Die einst „kulturelle Eigenheit“ in Fernost könnten wir jetzt dank der Corona-Übung ganz locker zu unserer modernen Unternehmenskultur machen:
Es kratzt irgendwie im Hals? Die Nase kribbelt verdächtig? Da kitzelt sich plötzlich ein Husten vor? Irgendwie könnte da was im Anmarsch sein? Einfach erstmal schnell die Maske auf. Weil wir den Laden am Laufen halten wollen. Und aus Rücksicht und Respekt. Und wenn alle sehen, da trägt einer eine Maske, steigt sicherlich intuitiv wieder die Bereitschaft, sich in der Firma ordentlich die Hände zu waschen.
Vielleicht denken Sie jetzt: Wer krank ist, gehört krankgeschrieben. Aber wie läuft es bislang denn oft in der Wirklichkeit? Mit ein bisschen Husten, Schnupfen und Heiserkeit bleibt nicht jeder gleich zuhause. Und außerdem: Glauben Sie, dass man sich drauf verlassen könnte, dass einen jeder Hausarzt auf den Hinweis „Meine Nase läuft“ eine Arbeitsunfähigkeitsbescheinigung ausstellt?
Eben. Nicht jedes Symptom macht uns gleich arbeitsunfähig.
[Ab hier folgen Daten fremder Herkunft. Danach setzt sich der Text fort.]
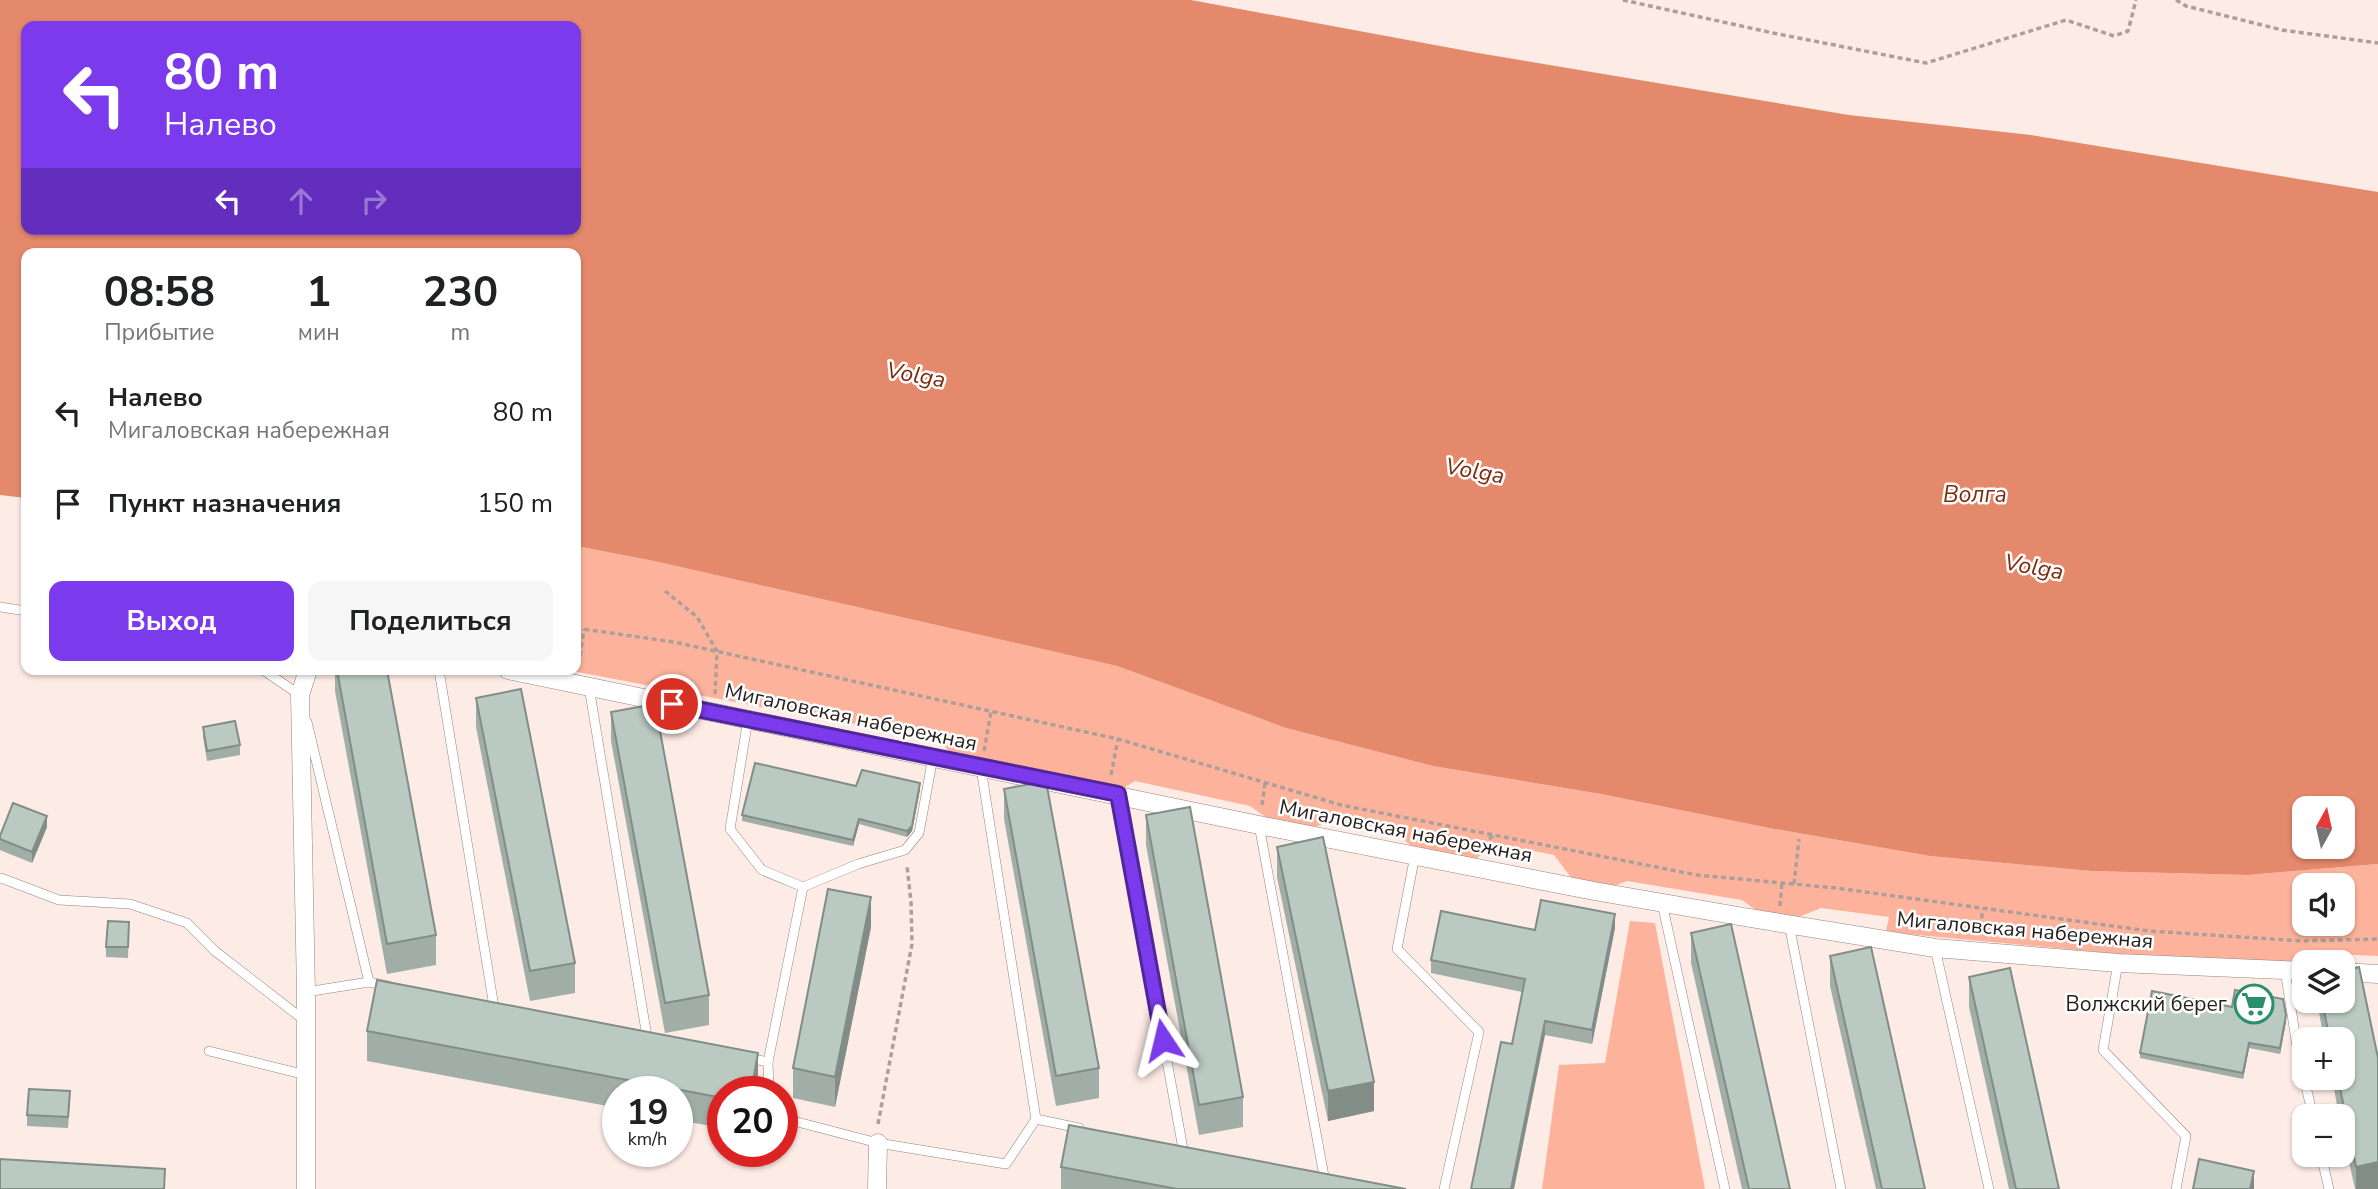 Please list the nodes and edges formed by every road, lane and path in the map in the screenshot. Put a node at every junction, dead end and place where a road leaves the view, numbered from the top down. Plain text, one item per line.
1 (1623, 0) edge
2 (2136, 0) edge
3 (2176, 0) edge
4 (2378, 43) edge
5 (665, 591) dead end
6 (0, 607) edge
7 (21, 610) edge
8 (581, 629) edge
9 (584, 629) junction
10 (717, 652) junction
11 (717, 673) dead end
12 (280, 675) edge
13 (440, 675) edge
14 (533, 675) edge
15 (304, 682) edge
16 (583, 685) junction
17 (992, 712) junction
18 (748, 719) junction
19 (987, 733) dead end
20 (1118, 739) junction
21 (933, 757) junction
22 (1114, 761) dead end
23 (981, 766) junction
24 (1118, 794) junction
25 (1259, 825) junction
26 (1799, 839) dead end
27 (905, 850) junction
28 (1415, 855) junction
29 (1, 878) edge
30 (1794, 884) junction
31 (803, 887) junction
32 (1662, 903) junction
33 (1983, 909) junction
34 (1788, 924) junction
35 (1979, 935) dead end
36 (2378, 939) edge
37 (1935, 948) junction
38 (2118, 963) junction
39 (2285, 970) junction
40 (2292, 970) edge
41 (2355, 973) edge
42 (2378, 974) edge
43 (369, 982) junction
44 (394, 987) edge
45 (306, 992) junction
46 (482, 1005) edge
47 (494, 1007) junction
48 (507, 1010) edge
49 (306, 1021) junction
50 (634, 1035) edge
51 (647, 1037) junction
52 (660, 1040) edge
53 (209, 1051) dead end
54 (741, 1056) edge
55 (768, 1062) junction
56 (306, 1076) junction
57 (768, 1076) edge
58 (2310, 1104) edge
59 (1036, 1119) junction
60 (798, 1122) edge
61 (1090, 1130) edge
62 (878, 1143) junction
63 (1170, 1147) edge
64 (1183, 1149) junction
65 (1196, 1152) edge
66 (2324, 1167) edge
67 (1312, 1174) edge
68 (1325, 1176) junction
69 (1338, 1179) edge
70 (306, 1189) edge
71 (877, 1189) edge
72 (1444, 1189) edge
73 (1725, 1189) edge
74 (1841, 1189) edge
75 (1989, 1189) edge
76 (2175, 1189) edge
77 (2329, 1189) edge

1 - 2 path
3 - 4 path
5 - 10 path
6 - 7 lane
8 - 9 path
9 - 10 path
9 - 16 path
10 - 11 path
10 - 17 path
12 - 15 lane
13 - 47 lane
14 - 16 street, Мигаловская набережная
15 - 43 lane
15 - 45 street
16 - 18 street, Мигаловская набережная
16 - 51 lane
17 - 19 path
17 - 20 path
18 - 21 street, Мигаловская набережная
18 - 31 lane
20 - 22 path
20 - 30 path
21 - 23 street, Мигаловская набережная
21 - 27 lane
23 - 24 street, Мигаловская набережная
23 - 59 lane
24 - 25 street, Мигаловская набережная
24 - 64 lane
25 - 28 street, Мигаловская набережная
25 - 68 lane
26 - 30 path
27 - 31 lane
27 - 62 path
28 - 32 street, Мигаловская набережная
28 - 72 lane
29 - 49 lane
30 - 33 path
31 - 55 lane
32 - 34 street, Мигаловская набережная
32 - 73 lane
33 - 35 path
33 - 36 path
34 - 37 street, Мигаловская набережная
34 - 74 lane
37 - 38 street, Мигаловская набережная
37 - 75 lane
38 - 39 street, Мигаловская набережная
38 - 76 lane
39 - 40 street, Мигаловская набережная
39 - 58 lane
41 - 42 street
43 - 44 lane
43 - 45 lane
45 - 49 street
46 - 47 lane
47 - 48 lane
49 - 56 street
50 - 51 lane
51 - 52 lane
53 - 56 lane
54 - 55 lane
55 - 57 lane
56 - 70 street
59 - 61 lane
59 - 62 lane
60 - 62 lane
62 - 71 street
63 - 64 lane
64 - 65 lane
66 - 77 lane
67 - 68 lane
68 - 69 lane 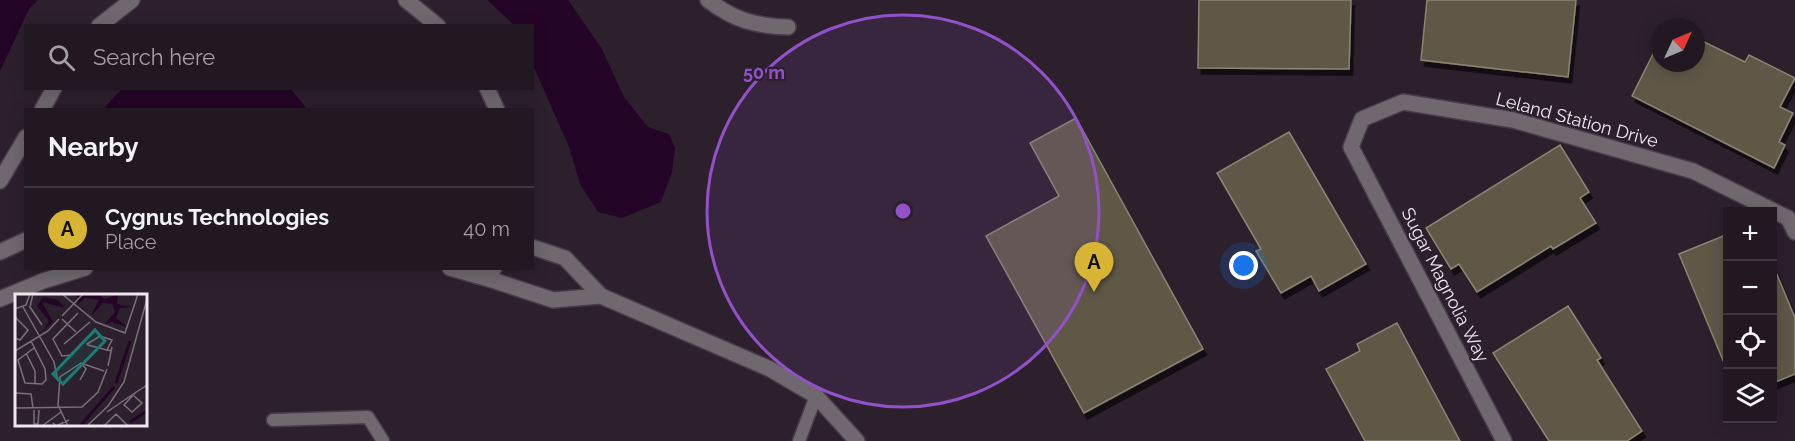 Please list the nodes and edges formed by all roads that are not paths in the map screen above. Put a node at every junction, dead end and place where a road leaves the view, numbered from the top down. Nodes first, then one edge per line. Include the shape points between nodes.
1 (132, 0) edge
2 (406, 0) edge
3 (708, 0) edge
4 (102, 24) edge
5 (436, 24) edge
6 (788, 27) dead end
7 (53, 90) edge
8 (489, 90) edge
9 (43, 108) edge
10 (496, 108) edge
11 (24, 140) edge
12 (1351, 147) joint
13 (0, 182) edge
14 (1795, 232) edge
15 (24, 241) edge
16 (534, 248) edge
17 (0, 252) edge
18 (73, 270) edge
19 (464, 270) edge
20 (492, 274) edge
21 (41, 275) edge
22 (600, 297) junction
23 (0, 299) edge
24 (816, 396) junction
25 (273, 420) dead end
26 (383, 441) edge
27 (799, 441) edge
28 (857, 441) edge
29 (1504, 441) edge

1 - 4 street
2 - 5 street
3 - 6 street via 743,21
7 - 9 street
8 - 10 street
11 - 13 street
12 - 14 street, Leland Station Drive via 1362,119 1403,102 1513,120 1693,171 1788,218
12 - 29 street, Sugar Magnolia Way
15 - 17 street
16 - 22 street via 565,258
18 - 21 street
19 - 20 street
20 - 22 street via 553,300
21 - 23 street
22 - 24 street via 770,369
24 - 27 lane
24 - 28 street
25 - 26 lane via 368,417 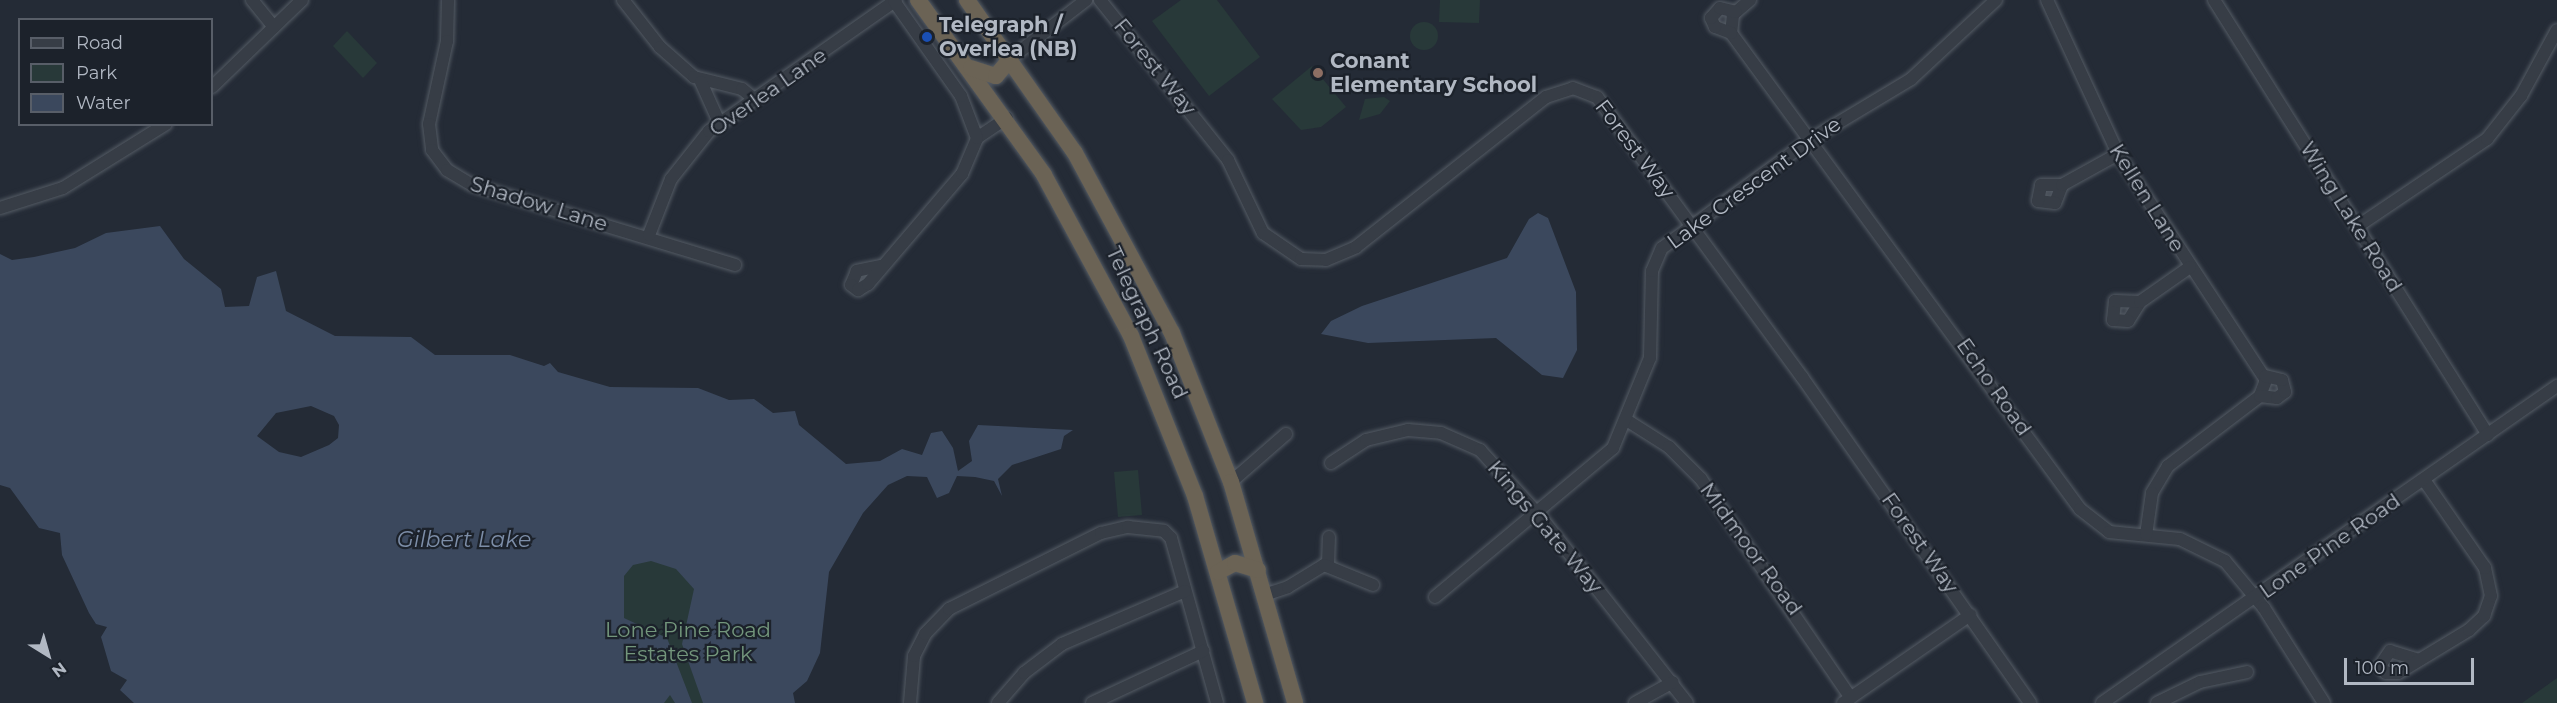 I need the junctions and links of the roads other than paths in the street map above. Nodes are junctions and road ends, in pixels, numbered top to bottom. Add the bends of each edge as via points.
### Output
1 (252, 0) edge
2 (303, 0) edge
3 (448, 0) edge
4 (623, 0) edge
5 (918, 0) edge
6 (967, 0) edge
7 (1086, 0) edge
8 (1100, 0) edge
9 (1750, 0) edge
10 (1995, 0) edge
11 (2047, 0) edge
12 (2214, 0) edge
13 (895, 1) edge
14 (1736, 12) junction
15 (274, 27) junction
16 (2557, 30) edge
17 (1731, 33) junction
18 (1011, 58) junction
19 (971, 67) junction
20 (701, 82) junction
21 (213, 86) edge
22 (753, 98) junction
23 (1007, 118) junction
24 (719, 122) junction
25 (163, 126) edge
26 (977, 138) junction
27 (1808, 141) junction
28 (2118, 154) junction
29 (2062, 185) dead end
30 (0, 208) edge
31 (1692, 224) junction
32 (2358, 226) junction
33 (649, 236) junction
34 (735, 265) dead end
35 (880, 266) dead end
36 (2190, 267) junction
37 (2140, 302) dead end
38 (2557, 386) edge
39 (1628, 421) junction
40 (1286, 434) dead end
41 (2488, 435) junction
42 (1331, 462) dead end
43 (2424, 480) junction
44 (1231, 482) junction
45 (1539, 514) junction
46 (2146, 535) junction
47 (1329, 537) dead end
48 (1328, 564) junction
49 (1258, 570) junction
50 (1218, 572) junction
51 (1373, 585) dead end
52 (1185, 591) junction
53 (1264, 595) junction
54 (1435, 597) dead end
55 (2256, 598) junction
56 (1970, 615) junction
57 (1203, 651) junction
58 (2419, 660) dead end
59 (2247, 672) dead end
60 (1673, 682) junction
61 (1847, 700) edge
62 (910, 703) edge
63 (998, 703) edge
64 (1092, 703) edge
65 (1217, 703) edge
66 (1255, 703) edge
67 (1295, 703) edge
68 (1635, 703) edge
69 (1687, 703) edge
70 (2030, 703) edge
71 (2102, 703) edge
72 (2157, 703) edge
73 (2324, 703) edge

1 - 15 street
2 - 15 street
3 - 33 street, Shadow Lane via 449,29 429,124 430,142 441,164 472,185
4 - 20 street via 670,58
5 - 19 highway, Telegraph Road
6 - 18 highway, Telegraph Road
7 - 18 street
8 - 31 street, Forest Way via 1228,160 1263,233 1295,258 1326,260 1348,252 1539,102 1573,88 1591,93 1607,107
9 - 14 street
10 - 27 street, Lake Crescent Drive via 1911,79
11 - 28 street, Kellen Lane
12 - 32 street, Wing Lake Road
13 - 22 street, Overlea Lane
13 - 26 street via 962,96
14 - 17 street
14 - 17 street, Echo Road via 1720,8 1711,18 1715,27
15 - 21 street
16 - 32 street via 2522,96 2487,139
17 - 27 street, Echo Road
18 - 19 highway via 996,76
18 - 44 highway, Telegraph Road via 1075,153 1152,291
19 - 23 highway, Telegraph Road
20 - 22 street via 742,89
20 - 24 street
22 - 24 street, Overlea Lane
23 - 26 street
23 - 50 highway, Telegraph Road via 1075,226 1131,336 1182,458
24 - 33 street, Overlea Lane via 677,170
25 - 30 street via 69,185
26 - 35 street via 962,174
27 - 31 street, Lake Crescent Drive
27 - 46 street, Echo Road via 1912,273 2080,509 2109,532
28 - 29 street
28 - 36 street, Kellen Lane
31 - 39 street, Lake Crescent Drive via 1654,262 1653,346
31 - 56 street, Forest Way
32 - 41 street, Wing Lake Road
33 - 34 street, Shadow Lane
36 - 37 street
36 - 46 street, Kellen Lane via 2263,386 2168,466 2152,493
38 - 41 street, Lone Pine Road
39 - 45 street, Lake Crescent Drive via 1603,461
39 - 61 street, Midmoor Road via 1669,447 1701,479
40 - 44 street
41 - 43 street, Lone Pine Road
42 - 45 street, Kings Gate Way via 1384,433 1441,433 1485,454
43 - 55 street, Lone Pine Road
43 - 58 street via 2485,568 2492,596 2475,626
44 - 49 highway, Telegraph Road
45 - 54 street, Lake Crescent Drive
45 - 60 street, Kings Gate Way
46 - 55 street, Echo Road via 2209,550
47 - 48 street
48 - 51 street
48 - 53 street
49 - 50 highway via 1234,563
49 - 53 highway, Telegraph Road
50 - 66 highway, Telegraph Road
52 - 57 street
52 - 62 street via 1168,534 1128,527 1101,533 940,616 914,656
52 - 63 street via 1062,644 1024,673
53 - 67 highway, Telegraph Road
55 - 71 street, Lone Pine Road
55 - 73 street, Echo Road
56 - 61 street
56 - 70 street, Forest Way
57 - 64 street
57 - 65 street
59 - 72 street via 2200,682
60 - 68 street
60 - 69 street, Kings Gate Way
Aber jetzt kommt der Punkt, auf den ich die ganze Zeit hinaus will: Selbst wenn wir trotz des Infekts noch so fit sind, dass wir unsere Aufgaben eigentlich noch ganz gut erledigen können (und damit dem Gesetz nach nicht arbeitsunfähig sind), sind wir wohlmöglich ansteckend. Diese Gefahr kann zwar allein schon eine offizielle Arbeitsunfähigkeit begründen. Aber in der Praxis werden viele leichte Infekte einfach weg gelächelt: „Geht schon.“ Doch vielleicht wirkt sich der selbst als verkraftbar empfundene Infekt bei den Kollegen am Ende viel dramatischer aus. Wenn die wegen uns krank werden.
Zugespitzt gesagt: Wer sich entscheidet, eine Erkrankung der anderen in Kauf zu nehmen, um als fleißig, als top gesund und stets zur Stelle zu gelten, der stellt den Erfolg seiner Arbeit über die körperliche Unversehrtheit der Kollegen. Sei es aus Übereifer oder aus Angst und der schlechten Erfahrung: Wer schnell mal fehlt, stellt sich ins Aus.
Mein Vorschlag an alle, die sich zutrauen, gut zu arbeiten, aber die anderen schonen wollen: Keine Hemmung vor einer beherzten Homeoffice-Regelung im Fall von „fit aber ansteckend“.